When I was thirteen I was given a small notebook as a present. It was yellow (my favorite color) with a drawing of a red flower on the front. It wasn’t large. It’s size and shape resembled A5. I loved it.
For about a year I wrote in it from time to time. I usually wrote something innocent from my head. Thoughts and feelings and small experiences found their way onto the small pages. Most of it was quite innocent and wasn’t meant to be anything more than just that. Some words entrusted onto a small notebook for the simple sake of the pleasure of writing. Come to think of it many of those small writings where also put there because there wasn’t anyone to talk to.
I was living at my granny’s house through my teens and was far from happy. As with any teenager, happyness was something for grownups. But there were more reasons for my unhappyness and though I only understood some of them at the time, and all of them now, I didn’t understand anything about humanity and perhaps less today.
What came to mind today, when I decided to write something tonight, was the question of “why write anything”?

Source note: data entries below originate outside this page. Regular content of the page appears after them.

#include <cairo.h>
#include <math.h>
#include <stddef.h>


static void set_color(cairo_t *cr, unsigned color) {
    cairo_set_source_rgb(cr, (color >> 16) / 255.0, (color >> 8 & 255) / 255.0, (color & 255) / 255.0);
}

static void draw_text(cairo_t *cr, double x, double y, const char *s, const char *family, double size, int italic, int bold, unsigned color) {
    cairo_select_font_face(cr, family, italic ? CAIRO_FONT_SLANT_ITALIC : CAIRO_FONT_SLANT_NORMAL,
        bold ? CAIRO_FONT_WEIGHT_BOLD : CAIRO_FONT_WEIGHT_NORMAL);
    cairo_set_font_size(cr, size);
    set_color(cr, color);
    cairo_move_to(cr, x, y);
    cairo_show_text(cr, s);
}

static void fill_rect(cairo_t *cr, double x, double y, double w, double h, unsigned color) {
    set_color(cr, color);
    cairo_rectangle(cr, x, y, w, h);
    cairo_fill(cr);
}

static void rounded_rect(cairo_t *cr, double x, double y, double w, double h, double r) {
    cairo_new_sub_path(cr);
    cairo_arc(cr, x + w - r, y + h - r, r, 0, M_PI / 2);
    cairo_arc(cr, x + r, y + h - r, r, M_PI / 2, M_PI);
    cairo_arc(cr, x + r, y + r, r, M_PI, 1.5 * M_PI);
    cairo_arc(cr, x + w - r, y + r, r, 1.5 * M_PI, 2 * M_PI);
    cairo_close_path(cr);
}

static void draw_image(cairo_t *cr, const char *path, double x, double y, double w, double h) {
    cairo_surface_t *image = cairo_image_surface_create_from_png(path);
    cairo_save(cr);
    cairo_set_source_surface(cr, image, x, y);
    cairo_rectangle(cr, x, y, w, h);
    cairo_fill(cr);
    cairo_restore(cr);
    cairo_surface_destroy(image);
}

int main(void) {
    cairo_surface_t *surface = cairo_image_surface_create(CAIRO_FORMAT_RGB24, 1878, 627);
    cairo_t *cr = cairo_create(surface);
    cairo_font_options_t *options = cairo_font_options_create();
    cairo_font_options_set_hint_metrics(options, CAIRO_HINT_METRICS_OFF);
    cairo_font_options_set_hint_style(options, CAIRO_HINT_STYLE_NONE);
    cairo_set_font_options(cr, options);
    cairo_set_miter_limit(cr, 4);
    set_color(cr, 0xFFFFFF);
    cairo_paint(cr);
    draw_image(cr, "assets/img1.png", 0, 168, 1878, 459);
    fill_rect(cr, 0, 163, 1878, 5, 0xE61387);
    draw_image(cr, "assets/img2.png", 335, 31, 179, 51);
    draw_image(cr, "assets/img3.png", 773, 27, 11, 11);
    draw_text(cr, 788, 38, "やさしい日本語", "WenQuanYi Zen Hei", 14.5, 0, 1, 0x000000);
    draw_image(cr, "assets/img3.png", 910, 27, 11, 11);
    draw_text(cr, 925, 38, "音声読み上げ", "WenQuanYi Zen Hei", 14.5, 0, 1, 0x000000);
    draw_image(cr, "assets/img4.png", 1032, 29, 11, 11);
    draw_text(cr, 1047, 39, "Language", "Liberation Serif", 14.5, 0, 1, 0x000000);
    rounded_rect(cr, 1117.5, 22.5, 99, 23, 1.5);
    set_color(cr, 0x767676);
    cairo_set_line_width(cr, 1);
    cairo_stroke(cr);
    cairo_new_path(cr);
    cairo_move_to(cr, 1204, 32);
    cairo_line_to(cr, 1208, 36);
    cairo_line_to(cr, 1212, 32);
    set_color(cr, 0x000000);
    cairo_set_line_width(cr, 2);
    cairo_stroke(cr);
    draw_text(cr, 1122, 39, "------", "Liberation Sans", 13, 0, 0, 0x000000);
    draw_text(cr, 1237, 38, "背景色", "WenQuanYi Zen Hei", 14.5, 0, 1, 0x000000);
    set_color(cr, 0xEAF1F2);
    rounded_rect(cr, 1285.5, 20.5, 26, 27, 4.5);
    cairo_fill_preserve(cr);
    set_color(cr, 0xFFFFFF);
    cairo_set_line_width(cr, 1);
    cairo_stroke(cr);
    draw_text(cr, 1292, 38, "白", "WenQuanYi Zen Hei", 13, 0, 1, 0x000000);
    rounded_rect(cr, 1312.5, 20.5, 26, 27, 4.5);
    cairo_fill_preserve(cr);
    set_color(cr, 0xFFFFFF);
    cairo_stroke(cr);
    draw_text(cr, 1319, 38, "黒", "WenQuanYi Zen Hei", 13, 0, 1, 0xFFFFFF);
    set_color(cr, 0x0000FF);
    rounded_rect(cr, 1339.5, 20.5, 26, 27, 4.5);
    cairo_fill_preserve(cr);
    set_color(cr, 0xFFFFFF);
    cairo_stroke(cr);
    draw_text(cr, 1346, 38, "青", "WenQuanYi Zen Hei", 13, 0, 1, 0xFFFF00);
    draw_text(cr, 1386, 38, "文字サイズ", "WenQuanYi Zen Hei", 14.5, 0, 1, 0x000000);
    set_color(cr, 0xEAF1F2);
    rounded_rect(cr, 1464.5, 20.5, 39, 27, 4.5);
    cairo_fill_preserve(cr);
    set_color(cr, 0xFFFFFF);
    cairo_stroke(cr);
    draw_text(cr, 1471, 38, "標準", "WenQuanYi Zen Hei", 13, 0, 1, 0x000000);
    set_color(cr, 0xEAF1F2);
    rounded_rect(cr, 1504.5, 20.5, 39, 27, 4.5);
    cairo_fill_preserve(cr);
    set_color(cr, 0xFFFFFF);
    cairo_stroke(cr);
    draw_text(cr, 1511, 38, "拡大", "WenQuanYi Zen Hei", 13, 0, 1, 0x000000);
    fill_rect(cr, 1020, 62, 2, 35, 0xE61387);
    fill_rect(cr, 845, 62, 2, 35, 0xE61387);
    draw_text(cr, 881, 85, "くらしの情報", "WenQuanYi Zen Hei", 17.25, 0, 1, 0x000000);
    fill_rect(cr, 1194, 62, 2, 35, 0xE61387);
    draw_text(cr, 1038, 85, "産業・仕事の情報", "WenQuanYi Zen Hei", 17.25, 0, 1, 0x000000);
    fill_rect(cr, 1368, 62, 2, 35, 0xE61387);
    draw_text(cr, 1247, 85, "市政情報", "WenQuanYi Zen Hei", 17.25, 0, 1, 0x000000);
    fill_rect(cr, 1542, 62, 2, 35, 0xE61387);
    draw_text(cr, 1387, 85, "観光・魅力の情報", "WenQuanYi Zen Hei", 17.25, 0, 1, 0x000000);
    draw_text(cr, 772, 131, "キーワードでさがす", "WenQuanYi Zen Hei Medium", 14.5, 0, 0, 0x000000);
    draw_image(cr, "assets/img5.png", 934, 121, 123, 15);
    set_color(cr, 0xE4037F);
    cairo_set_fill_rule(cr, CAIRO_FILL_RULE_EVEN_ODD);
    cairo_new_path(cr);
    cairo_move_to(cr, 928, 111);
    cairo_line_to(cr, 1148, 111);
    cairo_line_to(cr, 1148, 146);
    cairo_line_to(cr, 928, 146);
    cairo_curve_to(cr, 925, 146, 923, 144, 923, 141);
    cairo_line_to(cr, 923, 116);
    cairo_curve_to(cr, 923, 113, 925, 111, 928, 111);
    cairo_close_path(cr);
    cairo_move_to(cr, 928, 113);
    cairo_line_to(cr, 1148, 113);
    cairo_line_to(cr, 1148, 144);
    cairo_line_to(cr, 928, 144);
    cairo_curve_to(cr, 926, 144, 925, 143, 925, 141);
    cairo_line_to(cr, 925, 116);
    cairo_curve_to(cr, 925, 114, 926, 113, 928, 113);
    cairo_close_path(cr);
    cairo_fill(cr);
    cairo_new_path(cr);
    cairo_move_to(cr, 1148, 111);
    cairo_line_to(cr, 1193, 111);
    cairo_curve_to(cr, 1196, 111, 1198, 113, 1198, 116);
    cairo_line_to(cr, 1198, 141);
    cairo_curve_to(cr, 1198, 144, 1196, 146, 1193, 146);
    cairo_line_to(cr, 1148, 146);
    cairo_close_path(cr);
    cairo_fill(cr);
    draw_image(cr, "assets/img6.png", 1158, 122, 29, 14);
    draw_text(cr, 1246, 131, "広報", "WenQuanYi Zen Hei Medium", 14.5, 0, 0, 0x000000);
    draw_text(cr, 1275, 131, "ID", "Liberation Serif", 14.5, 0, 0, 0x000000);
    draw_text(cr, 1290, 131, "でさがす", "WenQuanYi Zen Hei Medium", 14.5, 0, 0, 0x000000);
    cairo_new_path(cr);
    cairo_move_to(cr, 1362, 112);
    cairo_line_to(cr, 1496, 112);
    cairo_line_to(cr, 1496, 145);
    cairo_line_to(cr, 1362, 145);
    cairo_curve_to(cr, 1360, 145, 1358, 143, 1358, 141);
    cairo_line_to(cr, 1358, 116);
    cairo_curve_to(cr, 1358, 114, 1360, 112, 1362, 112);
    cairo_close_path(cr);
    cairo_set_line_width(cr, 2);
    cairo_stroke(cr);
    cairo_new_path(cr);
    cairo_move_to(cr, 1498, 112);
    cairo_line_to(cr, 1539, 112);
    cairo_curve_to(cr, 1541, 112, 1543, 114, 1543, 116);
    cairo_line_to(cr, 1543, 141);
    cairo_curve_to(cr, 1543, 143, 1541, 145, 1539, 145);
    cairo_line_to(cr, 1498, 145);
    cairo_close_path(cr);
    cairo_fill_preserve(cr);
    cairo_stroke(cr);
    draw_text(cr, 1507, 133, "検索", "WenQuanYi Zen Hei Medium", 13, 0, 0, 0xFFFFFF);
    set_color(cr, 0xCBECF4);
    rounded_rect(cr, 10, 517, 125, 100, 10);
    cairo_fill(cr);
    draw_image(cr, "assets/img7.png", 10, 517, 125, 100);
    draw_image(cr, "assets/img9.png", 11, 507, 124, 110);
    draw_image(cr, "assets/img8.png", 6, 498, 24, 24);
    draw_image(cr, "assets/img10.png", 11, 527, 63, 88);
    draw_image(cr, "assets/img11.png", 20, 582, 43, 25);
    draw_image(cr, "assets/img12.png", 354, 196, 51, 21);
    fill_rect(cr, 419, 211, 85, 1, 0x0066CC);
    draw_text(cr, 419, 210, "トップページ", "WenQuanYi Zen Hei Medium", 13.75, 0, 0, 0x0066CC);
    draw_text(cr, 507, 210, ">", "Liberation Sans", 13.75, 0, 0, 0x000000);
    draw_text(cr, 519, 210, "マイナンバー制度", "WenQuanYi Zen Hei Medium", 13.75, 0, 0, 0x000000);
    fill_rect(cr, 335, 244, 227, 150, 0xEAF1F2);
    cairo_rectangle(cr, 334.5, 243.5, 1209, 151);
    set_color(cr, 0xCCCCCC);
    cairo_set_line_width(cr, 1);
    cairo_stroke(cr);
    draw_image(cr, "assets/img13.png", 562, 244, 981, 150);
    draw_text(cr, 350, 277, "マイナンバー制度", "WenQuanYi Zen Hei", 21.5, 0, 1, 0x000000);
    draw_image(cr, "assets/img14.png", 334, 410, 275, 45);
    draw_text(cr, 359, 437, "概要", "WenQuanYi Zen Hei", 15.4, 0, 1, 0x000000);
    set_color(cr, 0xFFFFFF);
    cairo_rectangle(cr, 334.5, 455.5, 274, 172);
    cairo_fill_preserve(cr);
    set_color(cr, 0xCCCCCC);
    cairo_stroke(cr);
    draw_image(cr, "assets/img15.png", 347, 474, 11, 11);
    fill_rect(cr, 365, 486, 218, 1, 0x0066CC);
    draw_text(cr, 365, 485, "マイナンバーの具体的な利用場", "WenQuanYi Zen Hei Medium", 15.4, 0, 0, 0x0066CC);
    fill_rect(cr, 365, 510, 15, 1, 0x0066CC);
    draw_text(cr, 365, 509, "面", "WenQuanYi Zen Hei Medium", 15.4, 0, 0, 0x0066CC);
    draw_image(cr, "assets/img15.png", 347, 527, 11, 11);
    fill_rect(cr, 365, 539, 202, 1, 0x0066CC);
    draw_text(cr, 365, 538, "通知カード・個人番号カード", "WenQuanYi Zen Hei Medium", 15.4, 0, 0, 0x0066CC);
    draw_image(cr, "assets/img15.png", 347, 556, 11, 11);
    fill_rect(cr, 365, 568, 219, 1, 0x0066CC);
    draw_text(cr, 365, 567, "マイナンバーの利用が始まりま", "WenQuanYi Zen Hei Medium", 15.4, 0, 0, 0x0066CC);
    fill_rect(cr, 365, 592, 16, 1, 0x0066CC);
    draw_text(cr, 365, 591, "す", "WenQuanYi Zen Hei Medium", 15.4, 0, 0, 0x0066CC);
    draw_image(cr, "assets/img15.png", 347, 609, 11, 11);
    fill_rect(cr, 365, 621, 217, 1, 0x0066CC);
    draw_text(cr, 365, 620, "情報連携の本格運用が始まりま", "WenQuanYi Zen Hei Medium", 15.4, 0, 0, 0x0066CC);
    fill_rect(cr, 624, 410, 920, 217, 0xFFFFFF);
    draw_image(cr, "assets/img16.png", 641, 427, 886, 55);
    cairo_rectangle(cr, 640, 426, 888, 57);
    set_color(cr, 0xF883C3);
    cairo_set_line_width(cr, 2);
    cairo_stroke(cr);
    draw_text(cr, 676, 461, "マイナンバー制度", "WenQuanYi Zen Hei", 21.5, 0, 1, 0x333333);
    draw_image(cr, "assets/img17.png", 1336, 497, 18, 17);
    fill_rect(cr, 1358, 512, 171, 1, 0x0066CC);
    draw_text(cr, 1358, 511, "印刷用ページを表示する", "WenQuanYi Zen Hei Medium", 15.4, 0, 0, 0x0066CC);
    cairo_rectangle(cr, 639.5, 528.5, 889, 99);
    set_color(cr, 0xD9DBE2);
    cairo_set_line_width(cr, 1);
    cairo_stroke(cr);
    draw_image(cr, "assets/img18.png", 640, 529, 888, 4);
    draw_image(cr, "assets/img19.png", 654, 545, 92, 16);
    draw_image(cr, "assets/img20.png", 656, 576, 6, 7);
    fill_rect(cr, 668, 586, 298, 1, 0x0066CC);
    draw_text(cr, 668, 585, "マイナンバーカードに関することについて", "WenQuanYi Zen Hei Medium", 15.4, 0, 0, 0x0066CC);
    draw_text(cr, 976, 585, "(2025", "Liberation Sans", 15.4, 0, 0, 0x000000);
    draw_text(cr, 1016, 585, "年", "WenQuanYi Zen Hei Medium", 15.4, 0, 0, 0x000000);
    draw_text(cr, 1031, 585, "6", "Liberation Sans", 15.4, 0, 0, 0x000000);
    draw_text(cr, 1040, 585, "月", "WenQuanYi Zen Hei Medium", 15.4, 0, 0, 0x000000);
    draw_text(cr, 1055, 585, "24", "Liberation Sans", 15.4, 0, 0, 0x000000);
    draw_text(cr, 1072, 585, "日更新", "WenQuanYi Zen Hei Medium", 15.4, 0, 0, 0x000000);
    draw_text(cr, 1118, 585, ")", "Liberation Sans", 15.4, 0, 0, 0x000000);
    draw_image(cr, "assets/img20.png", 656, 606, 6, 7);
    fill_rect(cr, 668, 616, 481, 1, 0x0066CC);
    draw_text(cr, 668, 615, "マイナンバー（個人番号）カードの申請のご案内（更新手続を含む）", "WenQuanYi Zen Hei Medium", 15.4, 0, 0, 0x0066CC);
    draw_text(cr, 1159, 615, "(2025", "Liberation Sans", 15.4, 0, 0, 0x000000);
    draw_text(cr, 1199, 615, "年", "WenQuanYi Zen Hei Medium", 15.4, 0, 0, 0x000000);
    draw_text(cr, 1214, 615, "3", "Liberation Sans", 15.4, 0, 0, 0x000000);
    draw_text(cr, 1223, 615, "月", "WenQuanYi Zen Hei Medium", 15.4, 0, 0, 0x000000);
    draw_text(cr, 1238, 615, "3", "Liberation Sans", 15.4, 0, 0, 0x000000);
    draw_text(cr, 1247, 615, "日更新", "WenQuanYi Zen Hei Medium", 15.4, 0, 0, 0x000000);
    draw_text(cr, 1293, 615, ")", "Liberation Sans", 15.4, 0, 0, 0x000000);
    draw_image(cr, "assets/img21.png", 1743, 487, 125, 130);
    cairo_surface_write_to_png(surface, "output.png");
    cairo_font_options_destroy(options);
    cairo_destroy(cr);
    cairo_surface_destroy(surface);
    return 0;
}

I have no wish to write novels, not the intellect to write grasping thought provoking essays, no skills for poetry and not really any trained skills for beautiful writing. There’s no question that drawing from my life’s experiences I have enough material to make Hemingway himself blush with envy and could probably aim for stars like Steinbeck, in time.
But I have no wish to spend hours, days or weeks typing away anything of the stuff I keep in my head, not for others to read anyway. The world of plenty has far more interesting stuff to provide than anything I might write. Well, I do have some interesting stuff, but dressing it up in the words needed to provoke any interest, much less to be memorized, I’d rather make an interesting Java program or new website.
But to write what’s in my head simply to get rid of it and clear the space for something of more value, that’s worth a Hamlet.
There came a time when I stopped writing in my yellow book, well not completely. I filled it and began writing into another one of similar kind but different color. A year or so passed but eventually I discovered that my family – a particular aunt – had enourmous disrespect for privacy. I found myself being ridiculed by something I had written about, not once but more often.
I realized that what I wrote in the privacy of my shared bedroom was read by an aunt of mine and share with the rest of my family. It all came back to me. I was shocked but I was also young. I had discovered a need for writing which has never left me. Sitting down in the quiet of the night and writing what is in my mind, my soul, gives me pleasure and comfort. Today thirty years down the road I am still horrified of writing – it all comes back to you.
I had learnt to write in code, to mask some of the things I wish to write about. I had learnt to have no faith in myself – not on account of these things – but never fully realizing it. And somehow through the years I learnt to throw myself into a black abyss of nothingness in favour of being there for anyone who might or might not need me. If anyone gave me kindness or praise I was willing to substitute that for love. Slowly through the years I threw myself away until eleven years ago when a crisis, and an act of kindness, showed me the way to begin the journey to discover myself again.
For the last three years I have realized that I must write. But how? About what? And why should I?
I must. I must find a way to write myself away and back.